Extracted material:
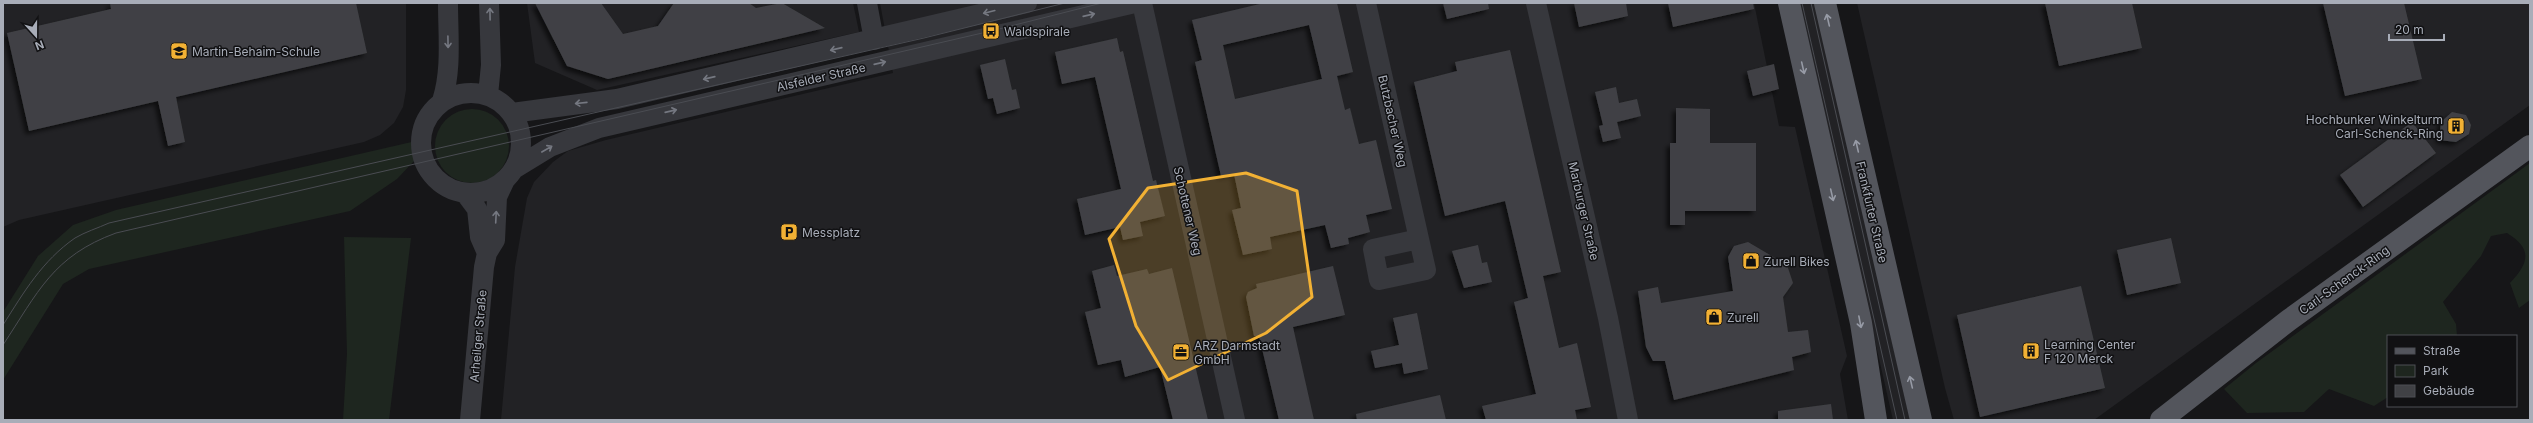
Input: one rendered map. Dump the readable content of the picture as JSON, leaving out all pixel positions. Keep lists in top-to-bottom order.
{
  "streets": {
    "main road": ["Frankfurter Straße", "Carl-Schenck-Ring"],
    "street": [
      "Alsfelder Straße",
      "Butzbacher Weg",
      "Schottener Weg",
      "Marburger Straße",
      "Arheilger Straße"
    ]
  },
  "crossings": [
    ["Alsfelder Straße", "Arheilger Straße"]
  ],
  "places": {
    "bus stop": ["Waldspirale"],
    "school or university": ["Martin-Behaim-Schule"],
    "building": ["Hochbunker Winkelturm Carl-Schenck-Ring", "Learning Center F 120 Merck"],
    "parking": ["Messplatz"],
    "shop": ["Zurell Bikes", "Zurell"],
    "office": ["ARZ Darmstadt GmbH"]
  },
  "legend": ["Straße", "Park", "Gebäude"],
  "scale_bar": "20 m",
  "north": "bottom"
}
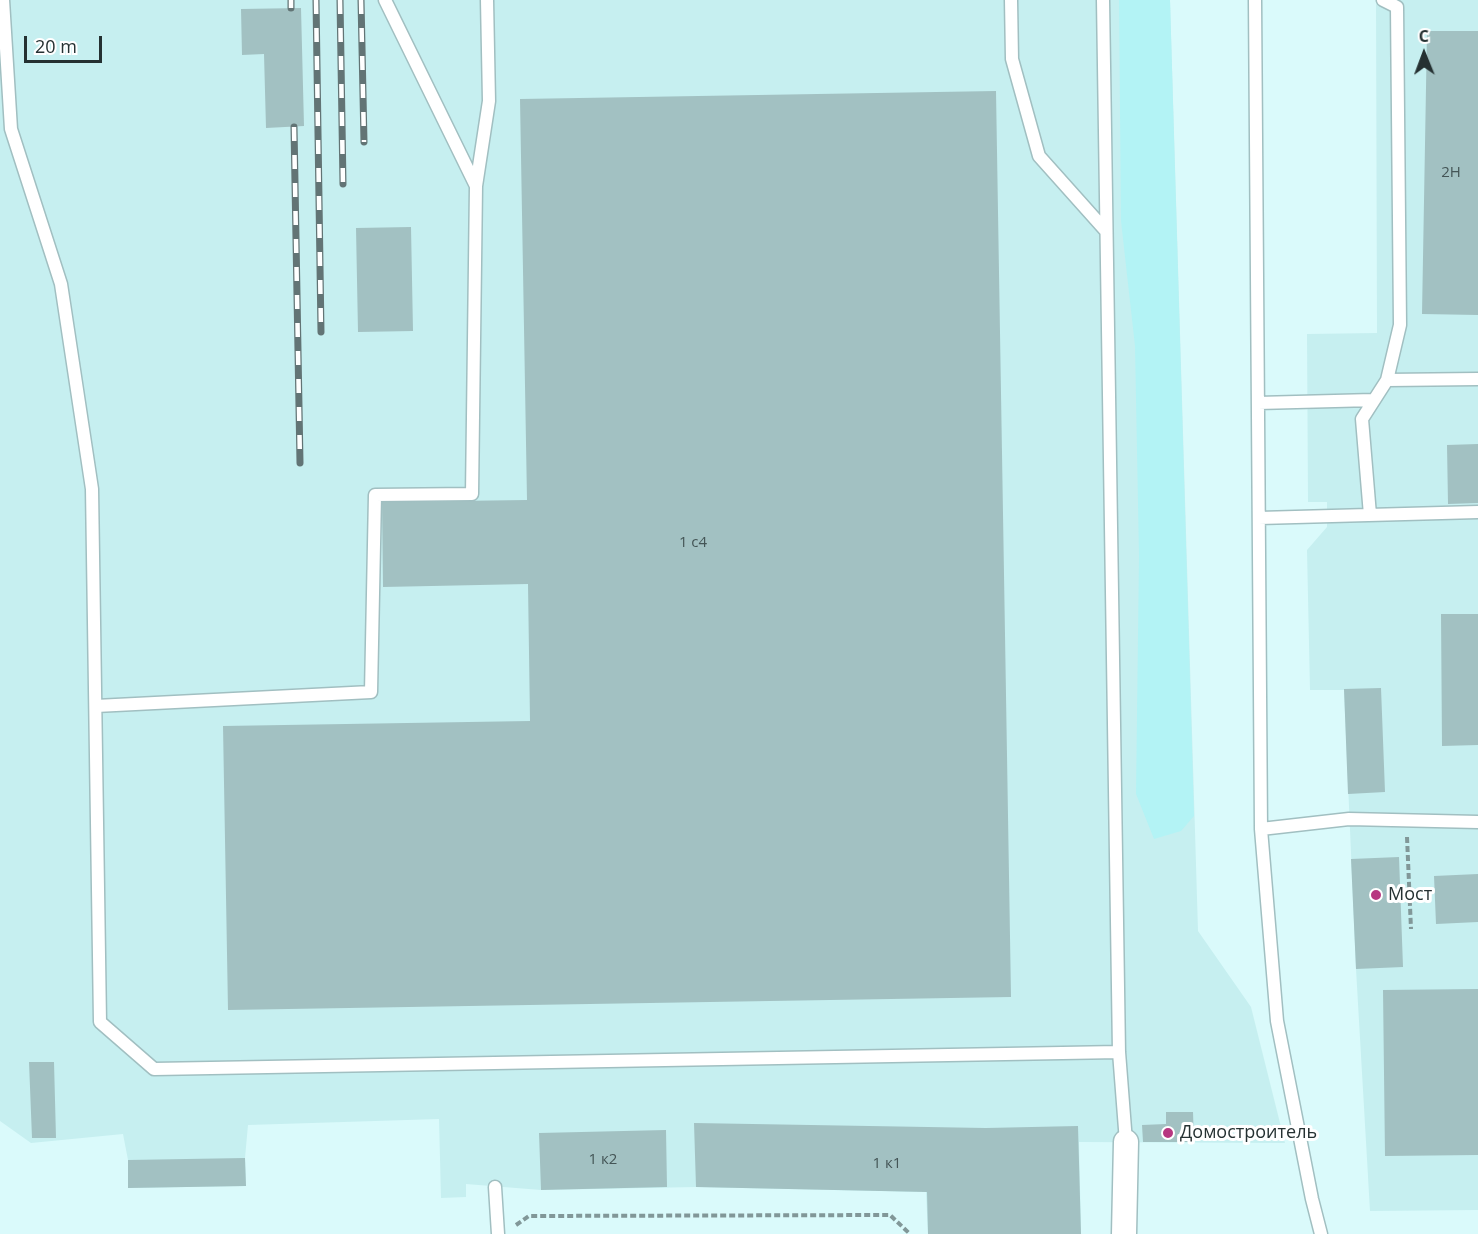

Exercise prompt: When you print the entries, keep every line exactly as it is and drop the pictures.

Answer:
Input: one rendered map. Dump the readable content of the picture as JSON, leaving out all pixel positions. Keep lists in top-to-bottom order.
{
  "streets": {
    "main road": ["Frankfurter Straße", "Carl-Schenck-Ring"],
    "street": [
      "Alsfelder Straße",
      "Butzbacher Weg",
      "Schottener Weg",
      "Marburger Straße",
      "Arheilger Straße"
    ]
  },
  "crossings": [
    ["Alsfelder Straße", "Arheilger Straße"]
  ],
  "places": {
    "bus stop": ["Waldspirale"],
    "school or university": ["Martin-Behaim-Schule"],
    "building": ["Hochbunker Winkelturm Carl-Schenck-Ring", "Learning Center F 120 Merck"],
    "parking": ["Messplatz"],
    "shop": ["Zurell Bikes", "Zurell"],
    "office": ["ARZ Darmstadt GmbH"]
  },
  "legend": ["Straße", "Park", "Gebäude"],
  "scale_bar": "20 m",
  "north": "bottom"
}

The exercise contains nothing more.